An appeal to all ‘responsible’ fathers out there !

Author: Vijay Krishna

Let’s talk about how to motivate people to build and use toilets. Here is a story of how an effective communication message was created to motivate people to build toilets.
Our people at Arghyam went and spent time in the villages of Davangere. We were surprised to find that women ‘did’ want toilets. They spoke very passionately in a way that could not be faked, about the problems they faced with open defecation. There was less tree cover and protected areas for open defecation, they had to travel longer and longer distances. Chances are high that they might be humiliated by the owners of the lands they frequent. Young boys or men may follow them to harass and play pranks. At the back of their mind, the possibility of serious trouble was there – snake bite, or even worse, rape. They had previously heard or read of such incidents and were convinced that it was not impossible of the same occurring in their villages. 
So why did they not build toilets ? We asked further and found out the reason. 
Breaking male bastions
Toilet building is a male domain. It involved investing a large sum of money and was a decision the woman could not take alone. It involved construction – procuring materials, dealing with masons and other service providers. It involved running after the Gram Panchayat officers to get the subsidy once the construction was completed. These things were typically (but, not always) done by men. So toilets could not be constructed without involving the men of the household. 

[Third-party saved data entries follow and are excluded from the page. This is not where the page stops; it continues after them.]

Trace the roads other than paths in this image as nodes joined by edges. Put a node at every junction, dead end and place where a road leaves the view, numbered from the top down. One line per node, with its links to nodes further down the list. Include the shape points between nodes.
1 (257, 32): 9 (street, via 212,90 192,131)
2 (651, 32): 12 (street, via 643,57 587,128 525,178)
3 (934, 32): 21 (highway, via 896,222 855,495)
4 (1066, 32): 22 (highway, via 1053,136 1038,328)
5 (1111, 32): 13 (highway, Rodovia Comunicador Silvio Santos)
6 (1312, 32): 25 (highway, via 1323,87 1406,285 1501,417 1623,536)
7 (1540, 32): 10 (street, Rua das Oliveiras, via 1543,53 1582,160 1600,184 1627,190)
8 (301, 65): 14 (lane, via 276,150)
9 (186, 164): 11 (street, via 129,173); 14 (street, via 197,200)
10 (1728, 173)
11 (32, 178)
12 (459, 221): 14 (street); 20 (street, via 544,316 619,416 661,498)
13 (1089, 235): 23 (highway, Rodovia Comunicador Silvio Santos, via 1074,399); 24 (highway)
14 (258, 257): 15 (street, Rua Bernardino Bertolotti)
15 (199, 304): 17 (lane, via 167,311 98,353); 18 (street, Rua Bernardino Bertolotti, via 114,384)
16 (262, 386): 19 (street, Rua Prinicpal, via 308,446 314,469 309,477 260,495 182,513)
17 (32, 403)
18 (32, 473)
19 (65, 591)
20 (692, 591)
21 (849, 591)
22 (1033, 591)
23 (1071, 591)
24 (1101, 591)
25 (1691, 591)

However men did not feel the same urgency as the women to get toilets. Men typically went to work in the fields in the morning and would find a place to defecate on the way. Shame and privacy were less of an issue to them. 
So, the communication challenge now became a bit clearer – women wanted toilets, but men were the decision-makers here. So, these men needed to be convinced to consent to and participate in building the toilet for the household. 
Motivating the men
We then went to work on emotional motivators for the men. Would appealing to their love for the women work? Would appealing to their sense of honor work ? 
After intense research and brainstorming, we came up with a relatively surprising choice – ‘responsibility’. Men did not respond very well to the other motivations. But ‘responsibility’ struck a chord with them. Even if they were not responsible, they wanted to be. They told us what in their mind was responsibility (do household repairs, take interest in children’s’ education, not being idle) and they told us who were the responsible men in the village. With women, it resonated even more strongly – a responsible husband or father meant peace of mind and many problems in life taken care of. Burdens could be shared. 
We decided to go with this as the primary motivator and worked further to refine the message. We saw that men shared a particular bond of love and concern for their girl children. Expressing affection for children was more acceptable than expressing affection for their wives. The responsible man image was therefore refined into a responsible father of an adolescent daughter. Finally the message was translated into communication materials. 
An appeal to all the ‘responsible’ fathers
A signature image was created for the campaign - a husband, wife and daughter; with the daughter coming out of a newly built toilet. An animated film was created which showed the life arc of a responsible man – how he met and faced challenges in life with dignity. And when his daughter had a bad experience with open defecation one day, he did the right thing – built her a toilet. 
Another interesting element was added to the communication. Men tended to be in denial about the problems of women. So, how do we sensitise them to the problems faced by women in open defecation? 
We settled on a street play. In the play, the man is challenged by his wife to spend a day in woman’s clothing, pretending to be a woman. The problems he then runs into while defecating were humorously portrayed. A huge hit, the street play was certainly one of the high points in the communication strategy employed to get the men to change their mindsets. 
There is a lot more to talk about in the project. But that is for another day. For now the point we want to make is that quality communication can make a huge difference in campaigns aimed at bringing sanitation behavior change. 
It is important to identify that ‘one’ factor which motivates people to do something that they have been avoiding for so long. And this is usually achieved through an emotional connect and not through rational arguments like health for sanitation, which has often been used in this context. The success of a rational strategy is ambivalent at best, unlike the emotional one, the results of which are clear-cut and unequivocal most of the time.  
It is no surprise that women prefer toilets to defecating in open fields while men remain rather indifferent to the whole proposition. Being the dominant decision makers at home, the men need to be thoroughly convinced for any toilet related activity to be successful. Arghyam's experience in Davangere has proved that tugging fathers' emotional strings of being a responsible parent gets the job done rather than using rational arguments to encourage toilet construction in rural areas. 
The author works for Arghyam, a charitable foundation established by Rohini Nilekani. Arghyam’s experiences supporting sanitation initiatives across the country are shared here.